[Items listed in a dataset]
============

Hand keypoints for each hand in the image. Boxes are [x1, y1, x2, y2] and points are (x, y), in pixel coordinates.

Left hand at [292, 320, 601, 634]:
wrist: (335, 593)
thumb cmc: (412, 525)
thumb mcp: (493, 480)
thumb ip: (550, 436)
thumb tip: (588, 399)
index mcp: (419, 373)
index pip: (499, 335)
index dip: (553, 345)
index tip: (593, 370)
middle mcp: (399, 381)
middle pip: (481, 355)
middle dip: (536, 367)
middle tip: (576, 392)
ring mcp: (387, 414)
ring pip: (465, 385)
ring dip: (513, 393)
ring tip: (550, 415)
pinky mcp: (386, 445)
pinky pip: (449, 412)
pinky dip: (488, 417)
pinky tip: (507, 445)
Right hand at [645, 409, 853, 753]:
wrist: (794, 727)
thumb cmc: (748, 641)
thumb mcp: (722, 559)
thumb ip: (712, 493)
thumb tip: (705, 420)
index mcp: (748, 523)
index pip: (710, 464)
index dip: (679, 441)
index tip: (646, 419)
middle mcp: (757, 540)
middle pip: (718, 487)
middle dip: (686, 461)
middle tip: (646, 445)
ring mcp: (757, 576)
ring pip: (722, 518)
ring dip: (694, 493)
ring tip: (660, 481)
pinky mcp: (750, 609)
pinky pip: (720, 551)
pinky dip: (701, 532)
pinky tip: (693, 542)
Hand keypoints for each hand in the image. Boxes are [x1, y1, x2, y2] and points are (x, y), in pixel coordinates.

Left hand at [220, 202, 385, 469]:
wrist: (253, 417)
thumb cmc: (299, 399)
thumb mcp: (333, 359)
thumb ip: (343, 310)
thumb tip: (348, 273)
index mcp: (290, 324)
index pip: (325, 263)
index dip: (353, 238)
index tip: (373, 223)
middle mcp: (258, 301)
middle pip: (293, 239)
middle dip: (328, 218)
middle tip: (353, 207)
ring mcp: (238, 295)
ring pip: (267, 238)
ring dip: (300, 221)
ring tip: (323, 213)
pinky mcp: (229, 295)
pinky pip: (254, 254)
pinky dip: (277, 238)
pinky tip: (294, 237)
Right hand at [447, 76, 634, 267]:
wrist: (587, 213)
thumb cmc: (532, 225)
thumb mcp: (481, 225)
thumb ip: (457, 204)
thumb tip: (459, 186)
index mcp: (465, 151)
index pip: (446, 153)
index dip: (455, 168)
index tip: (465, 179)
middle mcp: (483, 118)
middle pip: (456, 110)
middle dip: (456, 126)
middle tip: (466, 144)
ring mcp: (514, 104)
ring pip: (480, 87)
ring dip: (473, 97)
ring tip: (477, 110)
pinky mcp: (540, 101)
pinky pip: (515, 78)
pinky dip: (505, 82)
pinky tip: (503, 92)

============

What is expected
What is needed is an exact copy of the lines above, from the one containing "pinky pip: (720, 551)" through the one containing "pinky mcp: (229, 295)", with nothing added.

Task solution
pinky pip: (720, 551)
pinky dip: (701, 532)
pinky tip: (693, 542)
Hand keypoints for each hand in the image. Boxes are [x1, y1, x2, y2] and points are (x, y), in pixel coordinates.

Left hand at [220, 202, 385, 469]:
wrist: (253, 417)
thumb cmc: (299, 399)
thumb mcp: (333, 359)
thumb ip: (343, 310)
thumb tip: (348, 273)
index mcp: (290, 324)
index pip: (325, 263)
index dip: (353, 238)
index tip: (373, 223)
middle mcp: (258, 301)
middle pip: (293, 239)
middle dip: (328, 218)
middle tip: (353, 207)
ring mcp: (238, 295)
ring pip: (267, 238)
ring dip: (300, 221)
ring tip: (323, 213)
pinky mcp: (229, 295)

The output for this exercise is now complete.